------ Material provided ------

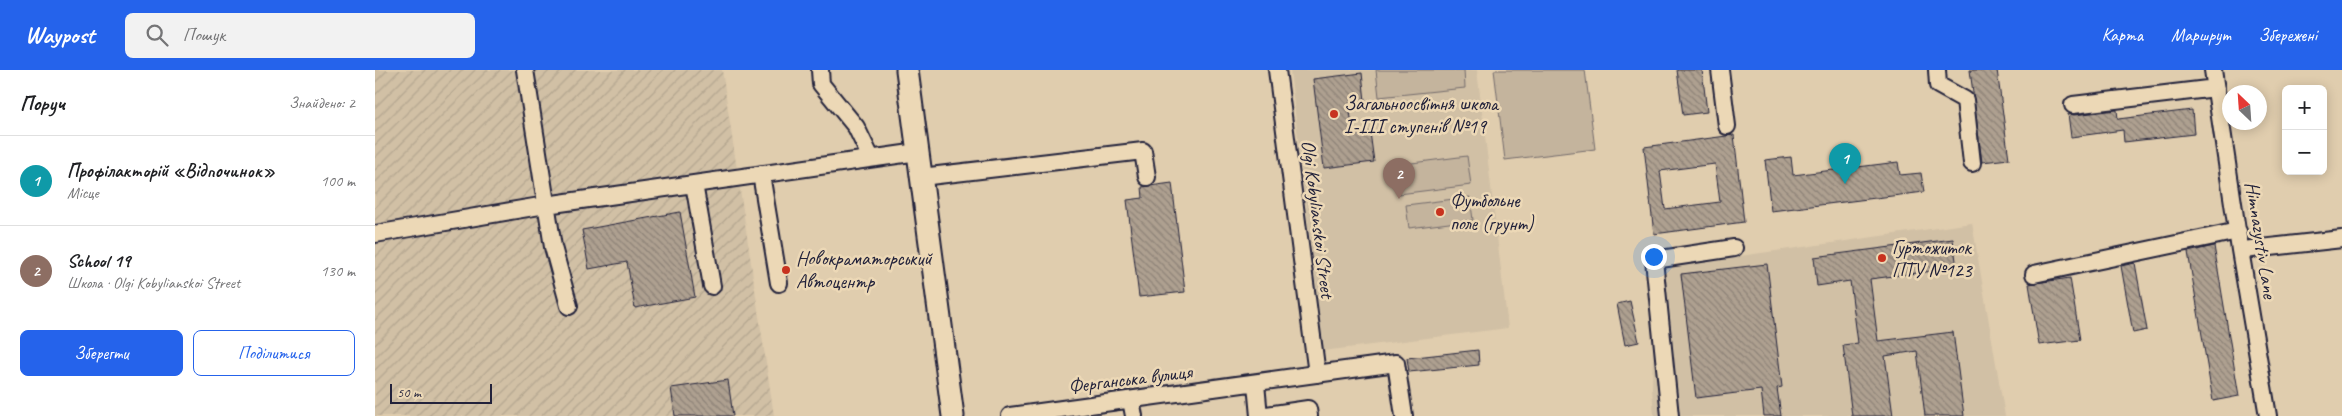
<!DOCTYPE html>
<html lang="uk">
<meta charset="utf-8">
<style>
:root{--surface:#fff;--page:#f2f2f2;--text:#202124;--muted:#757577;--line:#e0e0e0;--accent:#2563eb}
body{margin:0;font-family:Caveat,sans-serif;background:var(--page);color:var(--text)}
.controls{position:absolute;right:15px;top:15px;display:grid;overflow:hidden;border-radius:8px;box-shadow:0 2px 12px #0003}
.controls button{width:45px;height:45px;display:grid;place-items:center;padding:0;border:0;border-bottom:1px solid var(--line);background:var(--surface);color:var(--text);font:25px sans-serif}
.compass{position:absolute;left:1847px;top:15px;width:45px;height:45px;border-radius:50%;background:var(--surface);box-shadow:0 2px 12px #0003;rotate:335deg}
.scale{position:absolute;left:15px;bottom:12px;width:102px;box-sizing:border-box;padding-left:5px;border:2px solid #22223b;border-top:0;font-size:14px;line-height:18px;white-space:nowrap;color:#22223b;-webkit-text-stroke:4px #ecd8b6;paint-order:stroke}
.you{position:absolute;left:1278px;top:186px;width:18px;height:18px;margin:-12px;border:4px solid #fff;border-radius:50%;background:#1a73e8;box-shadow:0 0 0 8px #1a73e833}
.badge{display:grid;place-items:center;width:32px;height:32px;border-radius:50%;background:var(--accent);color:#fff;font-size:16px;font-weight:700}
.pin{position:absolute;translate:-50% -41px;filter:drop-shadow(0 1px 2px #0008)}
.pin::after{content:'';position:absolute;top:26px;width:18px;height:15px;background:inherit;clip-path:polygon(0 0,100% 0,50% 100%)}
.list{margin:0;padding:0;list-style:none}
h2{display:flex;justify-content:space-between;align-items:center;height:65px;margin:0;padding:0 20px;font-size:21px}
h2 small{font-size:16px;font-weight:400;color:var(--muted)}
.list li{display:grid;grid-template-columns:32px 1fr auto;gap:15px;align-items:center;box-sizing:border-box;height:90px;padding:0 20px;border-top:1px solid var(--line)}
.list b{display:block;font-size:19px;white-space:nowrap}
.list p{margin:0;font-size:16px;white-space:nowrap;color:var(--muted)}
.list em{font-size:16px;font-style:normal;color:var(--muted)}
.actions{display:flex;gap:10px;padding:15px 20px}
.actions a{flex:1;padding:11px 0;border:1px solid var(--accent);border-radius:8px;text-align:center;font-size:18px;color:var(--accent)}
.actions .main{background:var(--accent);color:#fff}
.icon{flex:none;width:28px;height:28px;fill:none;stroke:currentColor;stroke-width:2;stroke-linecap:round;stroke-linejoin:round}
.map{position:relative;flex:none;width:1967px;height:346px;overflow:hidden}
header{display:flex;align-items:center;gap:30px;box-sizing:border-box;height:70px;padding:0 25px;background:var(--accent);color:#fff}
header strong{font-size:24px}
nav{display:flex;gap:28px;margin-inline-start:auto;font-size:18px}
.search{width:350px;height:45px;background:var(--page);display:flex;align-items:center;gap:12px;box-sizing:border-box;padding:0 18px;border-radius:8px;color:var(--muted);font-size:19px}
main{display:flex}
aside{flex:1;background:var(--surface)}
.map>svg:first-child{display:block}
</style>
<header>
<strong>Waypost</strong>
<div class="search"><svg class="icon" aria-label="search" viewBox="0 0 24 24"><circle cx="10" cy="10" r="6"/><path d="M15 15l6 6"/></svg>Пошук</div>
<nav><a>Карта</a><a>Маршрут</a><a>Збережені</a></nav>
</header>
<main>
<aside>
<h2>Поруч<small>Знайдено: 2</small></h2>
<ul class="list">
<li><span class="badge" style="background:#0f9aa8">1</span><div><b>Профілакторій «Відпочинок»</b><p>Місце</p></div><em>100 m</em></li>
<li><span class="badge" style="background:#8d6e63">2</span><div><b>School 19</b><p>Школа · Olgi Kobylianskoi Street</p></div><em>130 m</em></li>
</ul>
<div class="actions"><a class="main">Зберегти</a><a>Поділитися</a></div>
</aside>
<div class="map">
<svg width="1967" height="346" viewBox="0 0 1967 346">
<defs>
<pattern id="industrial-furrows" width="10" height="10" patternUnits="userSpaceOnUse" patternTransform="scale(1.25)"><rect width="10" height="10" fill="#d1c0a5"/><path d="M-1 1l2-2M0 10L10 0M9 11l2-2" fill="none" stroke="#b3a58f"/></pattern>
<pattern id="building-back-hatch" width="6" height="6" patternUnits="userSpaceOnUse" patternTransform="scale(1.25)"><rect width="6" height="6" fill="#aea090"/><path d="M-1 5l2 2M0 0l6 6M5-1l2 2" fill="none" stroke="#8d8277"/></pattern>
</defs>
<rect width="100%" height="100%" fill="#e0cdae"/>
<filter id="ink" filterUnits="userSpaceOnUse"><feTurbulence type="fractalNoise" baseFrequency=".02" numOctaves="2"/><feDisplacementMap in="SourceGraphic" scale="10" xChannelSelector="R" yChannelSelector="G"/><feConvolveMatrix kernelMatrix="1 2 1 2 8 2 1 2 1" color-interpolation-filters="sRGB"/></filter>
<g filter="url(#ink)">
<path fill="#d1c0a5" d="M915 0H1102L1133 258 948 281Z
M1597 153 1630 346H1279L1277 319 1280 198Z"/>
<path fill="url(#industrial-furrows)" d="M0 0H347L399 346H0Z"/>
<path fill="#c4b49d" stroke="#736b6c" d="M1001 0H1089L1090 18 1004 27Z
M1119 0H1210L1220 79 1130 90Z
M1092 86 1096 115 1024 124 1021 95Z
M1095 127 1098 150 1034 158 1031 135Z"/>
<path fill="url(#building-back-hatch)" stroke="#22223b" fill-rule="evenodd" d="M1302 0H1327L1332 42 1308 45Z
M1595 0H1622L1634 89 1607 92Z
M987 3 990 31 974 33 978 64 995 62 999 92 949 98 938 9Z
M1742 40 1743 49 1817 40 1819 64 1749 72 1748 60 1696 67 1693 44 1699 45Z
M1359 65 1369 152 1279 164 1269 77ZM1340 94 1345 132 1290 139 1285 101Z
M1416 87 1418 105 1523 92 1525 105 1546 103 1549 122 1396 141 1390 90Z
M797 113 810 222 764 227 752 130 768 128 767 117Z
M305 142 320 227 260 238 252 192 214 199 207 160Z
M1578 169 1582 198 1495 209 1503 271 1578 262 1589 346H1550L1542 281 1510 286 1518 346H1477L1468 275 1483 273 1475 211 1442 216 1439 187Z
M1839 176 1864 326 1838 331 1813 182Z
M1760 193 1772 260 1758 263 1746 196Z
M1392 194 1407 317 1402 318 1406 346H1389L1386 320 1321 328 1306 204Z
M1695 208 1705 270 1664 275 1654 214Z
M1255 231 1264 272 1250 275 1242 234Z
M1103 280 1104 295 1034 302 1032 288Z
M353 310 358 346H300L296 318Z"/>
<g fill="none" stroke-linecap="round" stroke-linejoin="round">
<g stroke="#22223b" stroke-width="20">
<path id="minor" d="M150 0 178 177 194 236
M445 0 446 14 481 57 496 88
M902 0 942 304
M1345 0 1352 56
M1562 0 1563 15 1590 30 1597 93
M1838 0 1865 180 1893 346
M1698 35 1841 18
M386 104 404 213
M546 107 768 81 772 107
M319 114 337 216
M0 164 171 135 543 82
M1868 180 1967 169
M1659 204 1863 161
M881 314 884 346 933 339 934 346
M756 330 759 346
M635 346 1021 293 1029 346
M1295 346 1279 190 1359 178"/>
</g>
<g stroke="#22223b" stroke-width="25">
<path id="major" d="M532 0 578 346"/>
</g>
<use href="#minor" stroke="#ecd8b6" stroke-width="16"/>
<use href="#major" stroke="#ecd8b6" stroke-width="21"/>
</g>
</g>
<g fill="#c8321e" stroke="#ecd8b6" stroke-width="2">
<circle cx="959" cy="44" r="5"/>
<circle cx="1065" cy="142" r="5"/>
<circle cx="1507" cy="188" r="5"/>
<circle cx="411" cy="200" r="5"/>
</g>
<g text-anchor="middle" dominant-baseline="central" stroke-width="5" stroke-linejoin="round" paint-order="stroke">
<g font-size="20" fill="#22223b" stroke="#ecd8b6" text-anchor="start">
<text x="969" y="33">Загальноосвітня школа<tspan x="969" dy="23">І-ІІІ ступенів №19</tspan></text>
<text x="1075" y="130">Футбольне<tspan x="1075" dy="23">поле (грунт)</tspan></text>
<text x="1517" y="177">Гуртожиток<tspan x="1517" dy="23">ПТУ №123</tspan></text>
<text x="421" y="188">Новокраматорський<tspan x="421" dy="23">Автоцентр</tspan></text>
</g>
<g font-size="20" fill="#22223b" stroke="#ecd8b6">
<text transform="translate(943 149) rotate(83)">Olgi Kobylianskoi Street</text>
<text transform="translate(1886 170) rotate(81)">Himnazystiv Lane</text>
<text transform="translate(755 309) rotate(-7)">Ферганська вулиця</text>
</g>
</g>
</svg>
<div class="controls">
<button>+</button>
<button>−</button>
</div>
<svg class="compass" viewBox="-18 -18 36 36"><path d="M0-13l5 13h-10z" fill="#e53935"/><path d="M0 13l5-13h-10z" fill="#757577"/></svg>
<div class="scale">50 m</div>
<div class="you"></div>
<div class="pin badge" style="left:1470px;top:114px;background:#0f9aa8">1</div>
<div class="pin badge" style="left:1024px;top:129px;background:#8d6e63">2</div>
</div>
</main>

------

Exercise >> Write out every line of the preceding listing that contains "bottom".

Problem solution >>
.controls button{width:45px;height:45px;display:grid;place-items:center;padding:0;border:0;border-bottom:1px solid var(--line);background:var(--surface);color:var(--text);font:25px sans-serif}
.scale{position:absolute;left:15px;bottom:12px;width:102px;box-sizing:border-box;padding-left:5px;border:2px solid #22223b;border-top:0;font-size:14px;line-height:18px;white-space:nowrap;color:#22223b;-webkit-text-stroke:4px #ecd8b6;paint-order:stroke}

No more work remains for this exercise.